I am sure that most Members of Parliament would agree that it is crucial to try to develop a long-term and constructive relationship between the European Union and Iran. Why?
First, as Mr Tannock said, Iran is a great pre-Islamic civilisation; one in which we in the West have occasionally meddled in ways that were not always - to put it mildly - very well judged. Second, Iran is an enormously important regional player. One only has to look at its neighbourhood to see how important it is and to recognise that we cannot have a credible policy for the wider Middle East that does not embrace and include Iran. Thirdly - and I feel this very strongly - we see in Iran, in my judgment, the first stirrings of genuine Islamic democracy. Indeed, for the hard-line conservatives, that is the problem. I happen to think that demography is strongly on the side of democracy in Iran. However, the theologians, who are seeking to block progress, are not the first theologians we have seen - even in our own European experience - who have not been wholly in favour of democracy and the advancement of civil liberties. I will come back to that later.

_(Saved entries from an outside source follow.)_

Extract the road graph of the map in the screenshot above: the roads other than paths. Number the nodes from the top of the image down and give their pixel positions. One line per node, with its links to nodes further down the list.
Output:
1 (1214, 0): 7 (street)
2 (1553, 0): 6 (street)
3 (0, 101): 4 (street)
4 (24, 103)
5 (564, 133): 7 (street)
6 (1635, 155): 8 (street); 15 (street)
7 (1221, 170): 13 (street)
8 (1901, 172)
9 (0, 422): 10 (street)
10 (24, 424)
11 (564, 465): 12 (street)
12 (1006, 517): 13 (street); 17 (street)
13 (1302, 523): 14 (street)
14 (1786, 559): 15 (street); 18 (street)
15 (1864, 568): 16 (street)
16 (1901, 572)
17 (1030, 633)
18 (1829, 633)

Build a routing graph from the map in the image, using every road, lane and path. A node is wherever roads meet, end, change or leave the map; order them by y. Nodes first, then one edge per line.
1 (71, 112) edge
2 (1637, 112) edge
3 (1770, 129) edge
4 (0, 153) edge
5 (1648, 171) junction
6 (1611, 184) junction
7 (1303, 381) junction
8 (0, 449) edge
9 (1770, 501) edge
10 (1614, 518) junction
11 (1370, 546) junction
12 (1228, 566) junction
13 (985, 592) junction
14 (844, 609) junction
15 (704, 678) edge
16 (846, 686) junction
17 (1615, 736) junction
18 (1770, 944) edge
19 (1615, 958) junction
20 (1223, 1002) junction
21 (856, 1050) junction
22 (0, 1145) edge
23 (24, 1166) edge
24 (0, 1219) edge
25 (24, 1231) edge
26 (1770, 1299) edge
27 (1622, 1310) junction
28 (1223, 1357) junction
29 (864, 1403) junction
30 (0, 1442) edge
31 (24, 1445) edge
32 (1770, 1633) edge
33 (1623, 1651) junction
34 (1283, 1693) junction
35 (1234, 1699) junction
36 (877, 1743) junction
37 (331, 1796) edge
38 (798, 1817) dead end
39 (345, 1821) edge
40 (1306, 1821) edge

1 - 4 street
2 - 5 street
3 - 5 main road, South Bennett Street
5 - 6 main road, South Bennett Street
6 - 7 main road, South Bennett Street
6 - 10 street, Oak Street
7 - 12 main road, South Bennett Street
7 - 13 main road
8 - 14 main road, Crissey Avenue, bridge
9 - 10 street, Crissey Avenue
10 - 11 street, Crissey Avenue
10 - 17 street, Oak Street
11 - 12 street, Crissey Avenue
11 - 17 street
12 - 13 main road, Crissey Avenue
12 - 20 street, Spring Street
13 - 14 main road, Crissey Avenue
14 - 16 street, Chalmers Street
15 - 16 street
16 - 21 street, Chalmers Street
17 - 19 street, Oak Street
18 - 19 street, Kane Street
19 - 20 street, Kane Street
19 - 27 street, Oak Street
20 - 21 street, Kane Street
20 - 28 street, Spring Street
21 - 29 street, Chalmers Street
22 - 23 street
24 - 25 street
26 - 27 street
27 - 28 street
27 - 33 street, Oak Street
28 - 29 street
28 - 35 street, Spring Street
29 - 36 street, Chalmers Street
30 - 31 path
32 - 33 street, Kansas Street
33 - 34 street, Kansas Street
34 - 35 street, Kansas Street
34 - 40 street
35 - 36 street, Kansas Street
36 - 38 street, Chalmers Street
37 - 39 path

Because of the significance of Iran, I have favoured - as the European Union has favoured - a constructive, tough-minded engagement with that country. That has taken a number of forms. We have tried to develop a political dialogue, which most recently has focused on our understandable concerns about whether Iran's nuclear ambitions for energy have turned into nuclear ambitions for military purposes.
We were concerned by the IAEA reports last summer and autumn. We are pleased at the progress that has been made following the visit of the three European Union Foreign Ministers to Tehran, but we will now be watching for Dr ElBaradei's next report, for discussions in Vienna and for a clear commitment by Iran to meet the undertakings that it gave in Tehran when European foreign ministers visited. We also hope that we can develop a dialogue about terrorism, as well as weapons of mass destruction, and about the peace process in the Middle East.
We have established a dialogue on Human Rights, which is an extremely important aspect of our relationship with Iran. It is fair to say that we have seen progress in some areas, allowing thematic rapporteurs into Iran. Some of the - frankly barbaric - punishments that have been carried out appear to have been stopped for the time being. Someone said during the debate that we should talk to the judges and others: I have. I felt that, in talking to some, I had been transported back several centuries, in order to take part in the discussions. However, it is important that we have these discussions and have them on a frank basis. We say to those that we talk to in Iran that a Human Rights dialogue is not simply an alternative to doing something about Human Rights. So we want to see our dialogue leading to progress in that area.
We have also talked to the Iranian Government about trade and investment and economic issues. We have had a number of rounds of negotiations towards a trade and cooperation agreement - a fairly basic most-favoured nation agreement. We had not had any discussions for a while. That sort of agreement is important to Iran, not least because of the number of young people coming onto the job market every year and the requirement on the part of the Iranians to attract more foreign investment in order to create the jobs and the economic development which is needed to deal with that demographic pressure.
The Iranians know perfectly well that all those issues - political, nuclear, trade and Human Rights - are umbilically linked. We cannot simply ignore problems in one area and think that we can move forward rapidly in all the others.
I repeat that I am in favour of engagement, but engagement should not be regarded as a sort of cop-out for acting responsibly in these areas which matter so much to Parliament and to the Union and beyond.
It is in that context that I just want to say this about democracy: we have obviously been pleased that the democrats and the moderates have done so well in recent years. We are a little disappointed that, despite that, they have been unable to make more progress in government, partly because so much of what they wanted to do has been blocked by the conservative clerics, by the Guardian Council. That has led to some disillusionment on the part of the public, which led in turn to a low turnout in the elections and a less satisfactory result for the democrats than they might otherwise have achieved.
I am in no doubt that what we are seeing at the moment is an attempt by the conservative clerics to distort the electoral process. Why are they trying to do that? They are not trying to distort the electoral process because they think they are going to do well, but because they think that, unless they do so, the moderates, the reformers and the genuine democrats will do well. It is an attempt to thwart that democratic impulse in Iran that we are seeing at the moment.
I have to say - and I hope this does not sound too much like the leader of a Boy Scout troop - that you cannot halt the democratic process in Iran indefinitely. It is like trying to stop the tide coming in. So I hope the conservatives will realise that and that Iran is best served by allowing people greater participation in the government of their own country. If we see genuine democracy rather than the Potemkin variety of democracy, that will be one of the best ways of underpinning a relationship between Europe and Iran, which all of us should wish to see.
I repeat that if we are serious about a creative and constructive policy for the wider Middle East, it has to involve Iran. It is no good condemning Iran out of hand and regarding it as being led by Manichean forces of wickedness and darkness. We have to be constructive and encourage the genuine democrats, who many of us have met and we have been impressed by their bravery. I hope that in the course of the next months and years we will see Iran making the difficult transition to an Islamic democracy which can play a constructive leadership role in the affairs of its region.